The British parliament is set to debate banning abortions performed purely on the grounds of the baby’s gender, as a cross-party group of MPs is pushing for Britain’s abortion laws to be clarified over whether doctors can be prosecuted for the practice.
Last year, Director of Public Prosecutions Sir Keir Starmer decided not to bring charges against two doctors caught agreeing to arrange abortions purely because the babies were female, as the 1967 Abortion Act was not clear enough on whether they had committed a crime.
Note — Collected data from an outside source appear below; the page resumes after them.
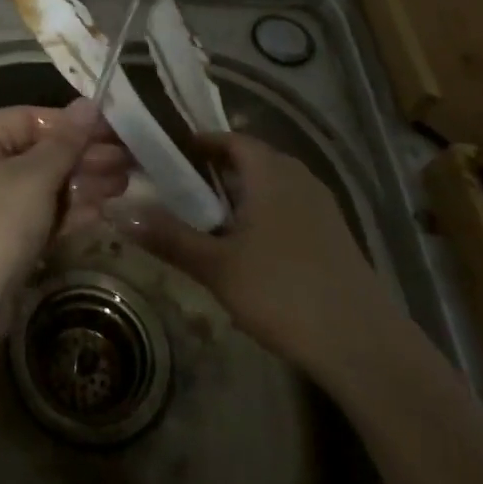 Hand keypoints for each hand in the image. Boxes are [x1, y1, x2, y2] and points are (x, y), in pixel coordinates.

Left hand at [0, 100, 128, 313]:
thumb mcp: (36, 178)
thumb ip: (66, 141)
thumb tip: (89, 104)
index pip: (31, 118)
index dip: (75, 124)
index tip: (117, 131)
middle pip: (39, 150)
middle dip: (84, 157)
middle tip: (129, 162)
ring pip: (42, 182)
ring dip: (82, 183)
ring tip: (125, 185)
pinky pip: (37, 211)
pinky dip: (66, 210)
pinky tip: (102, 211)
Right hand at [111, 132, 390, 373]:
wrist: (364, 345)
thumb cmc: (283, 292)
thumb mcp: (216, 266)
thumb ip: (167, 237)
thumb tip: (118, 212)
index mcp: (271, 172)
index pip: (230, 139)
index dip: (198, 143)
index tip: (167, 155)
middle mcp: (299, 178)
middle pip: (251, 160)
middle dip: (215, 170)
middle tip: (179, 189)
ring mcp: (322, 207)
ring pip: (272, 186)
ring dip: (240, 195)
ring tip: (207, 220)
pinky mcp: (335, 236)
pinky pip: (289, 209)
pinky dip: (263, 215)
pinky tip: (248, 250) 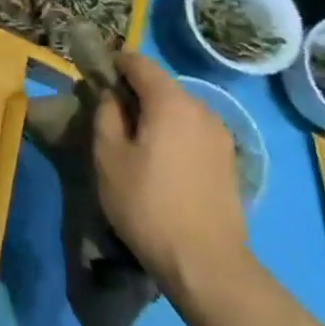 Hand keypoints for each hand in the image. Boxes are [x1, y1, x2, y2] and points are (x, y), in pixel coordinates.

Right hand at [92, 51, 247, 293]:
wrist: (206, 263)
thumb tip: (111, 94)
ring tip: (135, 142)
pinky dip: (174, 134)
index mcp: (170, 101)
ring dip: (156, 114)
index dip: (114, 64)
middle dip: (135, 92)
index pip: (138, 62)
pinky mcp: (229, 160)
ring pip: (179, 109)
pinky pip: (194, 131)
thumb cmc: (146, 204)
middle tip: (110, 115)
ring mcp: (221, 135)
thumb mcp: (108, 156)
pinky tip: (162, 162)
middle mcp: (201, 109)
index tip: (95, 78)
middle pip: (161, 85)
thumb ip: (106, 113) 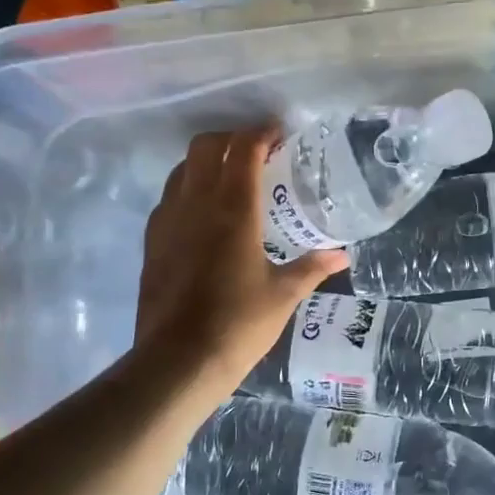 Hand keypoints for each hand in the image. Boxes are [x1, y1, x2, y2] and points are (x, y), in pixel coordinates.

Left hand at [135, 128, 346, 390]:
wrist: (178, 361)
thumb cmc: (238, 324)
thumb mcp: (284, 295)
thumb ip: (312, 268)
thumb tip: (342, 255)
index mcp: (233, 209)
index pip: (243, 149)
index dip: (261, 133)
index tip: (279, 134)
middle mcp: (196, 203)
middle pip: (205, 146)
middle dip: (230, 139)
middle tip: (256, 154)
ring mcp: (167, 221)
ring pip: (181, 169)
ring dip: (205, 162)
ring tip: (230, 180)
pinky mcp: (152, 242)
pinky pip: (169, 198)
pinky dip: (187, 190)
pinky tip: (204, 216) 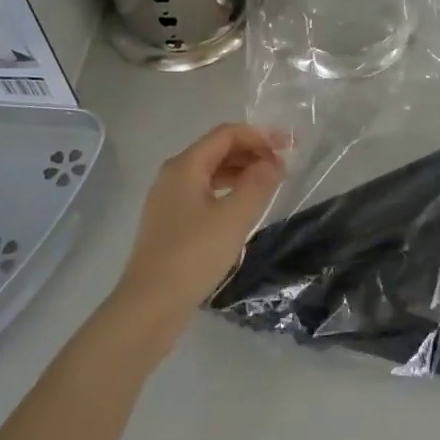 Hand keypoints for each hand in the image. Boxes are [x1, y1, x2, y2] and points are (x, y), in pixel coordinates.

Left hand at [112, 123, 286, 330]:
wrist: (150, 305)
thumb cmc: (193, 255)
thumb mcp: (234, 217)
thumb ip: (258, 184)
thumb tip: (273, 163)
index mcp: (185, 166)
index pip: (227, 134)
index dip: (260, 135)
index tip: (289, 147)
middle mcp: (173, 175)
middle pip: (217, 150)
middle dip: (252, 152)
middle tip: (283, 167)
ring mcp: (168, 199)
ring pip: (211, 172)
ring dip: (242, 172)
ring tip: (269, 186)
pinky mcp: (170, 222)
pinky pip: (204, 193)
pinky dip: (228, 191)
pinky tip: (243, 208) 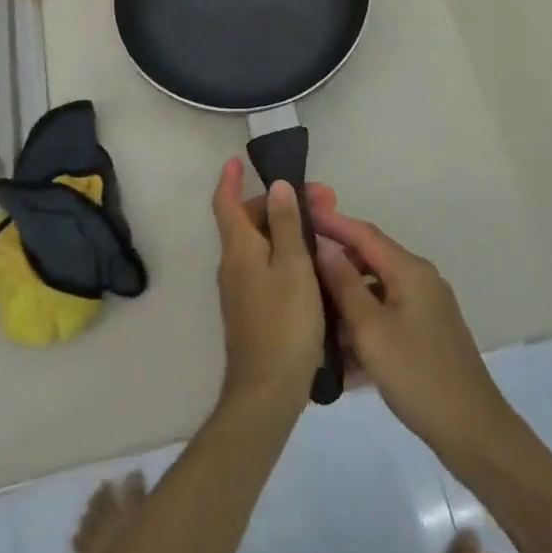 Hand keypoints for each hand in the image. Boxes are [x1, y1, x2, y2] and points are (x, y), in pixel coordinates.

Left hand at [212, 158, 329, 414]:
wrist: (267, 392)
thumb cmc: (284, 323)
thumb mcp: (293, 266)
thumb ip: (285, 224)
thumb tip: (277, 186)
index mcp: (239, 249)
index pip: (226, 203)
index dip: (230, 179)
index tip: (238, 159)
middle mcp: (234, 264)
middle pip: (251, 221)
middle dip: (282, 203)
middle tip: (325, 199)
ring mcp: (242, 289)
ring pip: (262, 244)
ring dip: (289, 228)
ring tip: (325, 227)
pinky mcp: (254, 309)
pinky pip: (267, 265)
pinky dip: (287, 252)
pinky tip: (315, 262)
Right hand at [312, 209, 518, 467]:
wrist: (472, 431)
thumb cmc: (418, 375)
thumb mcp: (372, 330)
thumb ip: (345, 285)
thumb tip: (324, 246)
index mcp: (410, 270)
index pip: (364, 233)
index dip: (332, 221)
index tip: (302, 212)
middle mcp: (420, 280)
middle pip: (370, 260)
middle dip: (335, 264)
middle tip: (297, 267)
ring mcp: (425, 308)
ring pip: (376, 292)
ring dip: (346, 301)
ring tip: (310, 311)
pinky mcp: (426, 334)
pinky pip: (386, 317)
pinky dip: (363, 326)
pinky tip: (337, 351) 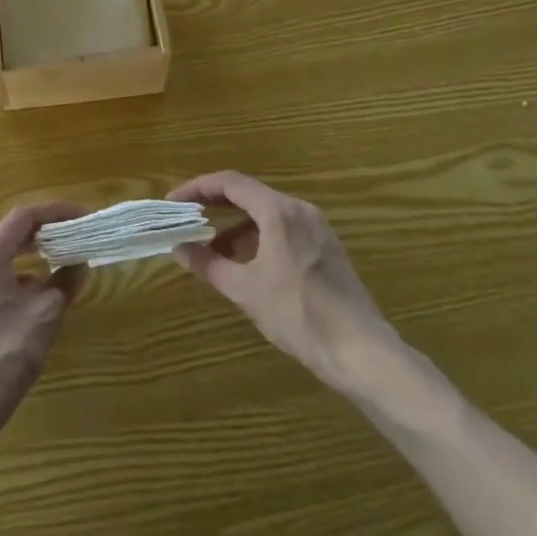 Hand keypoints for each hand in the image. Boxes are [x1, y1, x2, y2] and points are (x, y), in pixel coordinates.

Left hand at [0, 202, 85, 445]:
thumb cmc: (3, 356)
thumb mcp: (44, 316)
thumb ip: (64, 283)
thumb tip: (78, 264)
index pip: (24, 216)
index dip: (57, 211)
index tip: (84, 216)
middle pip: (13, 234)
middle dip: (48, 233)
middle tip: (79, 237)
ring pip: (6, 258)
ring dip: (36, 257)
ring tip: (65, 265)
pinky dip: (22, 278)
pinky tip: (41, 299)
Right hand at [168, 171, 405, 399]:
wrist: (363, 353)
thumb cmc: (299, 316)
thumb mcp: (246, 291)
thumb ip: (208, 264)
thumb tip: (177, 248)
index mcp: (279, 211)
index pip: (229, 182)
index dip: (196, 188)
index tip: (173, 202)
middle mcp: (299, 209)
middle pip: (248, 193)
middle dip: (214, 204)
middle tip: (186, 219)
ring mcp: (316, 227)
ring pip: (266, 212)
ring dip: (235, 224)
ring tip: (212, 249)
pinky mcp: (326, 247)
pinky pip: (283, 227)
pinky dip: (257, 236)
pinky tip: (246, 263)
He later said that the law “does not, in terms, expressly prohibit gender-specific abortions”, while the British Medical Association said that there may be circumstances where the procedure “would be lawful”.
Britain’s biggest abortion provider, the British Pregnancy Advisory Service (BPAS), has also regularly said that gender-specific abortion is not illegal, and that the law is “silent” on the subject.
The Telegraph reports that tomorrow, however, a cross-party group of female MPs are to introduce a bill to the House of Commons to clarify the Abortion Act and outlaw the practice. The bill will be tabled by Fiona Bruce, a pro-life Conservative MP who claims to have wide support from across the political spectrum, including from pro-choice MPs.
Mrs Bruce said: “This isn’t seeking to change the law, that’s the important thing, we are only seeking to clarify it and also to eradicate any confusion that there might be about this issue.
“[The Act] never was intended to be this, it has been pushed way beyond the boundaries and I can say quite confidently, from the support I’ve had on this proposed bill, that my view is shared by a huge number of my colleagues here.
“And that’s right across the political spectrum, that is from many different parties and it is very interesting that some of the women who are supporting my bill you would consider would be in many cases diametrically opposed to me on many issues relating to women, on this one they are standing full-square with me.”
“It goes along with forced marriage, it goes along with Female Genital Mutilation, it is the ultimate form of discrimination,” she added.
The bill will be introduced as a ‘Ten Minute Rule Bill’, which allows the person tabling it just ten minutes to propose it, at the end of the day’s business. Such bills rarely become law, and are instead used by MPs to highlight a particular issue.
Mrs Bruce added: “I want to send out a strong signal from Parliament and I also want to ensure that the executive, the Government, receives that message from parliamentarians that we want the Government to apply the law in this case, which requires them to inspect registered providers and ensure they are not carrying out abortions on this ground.”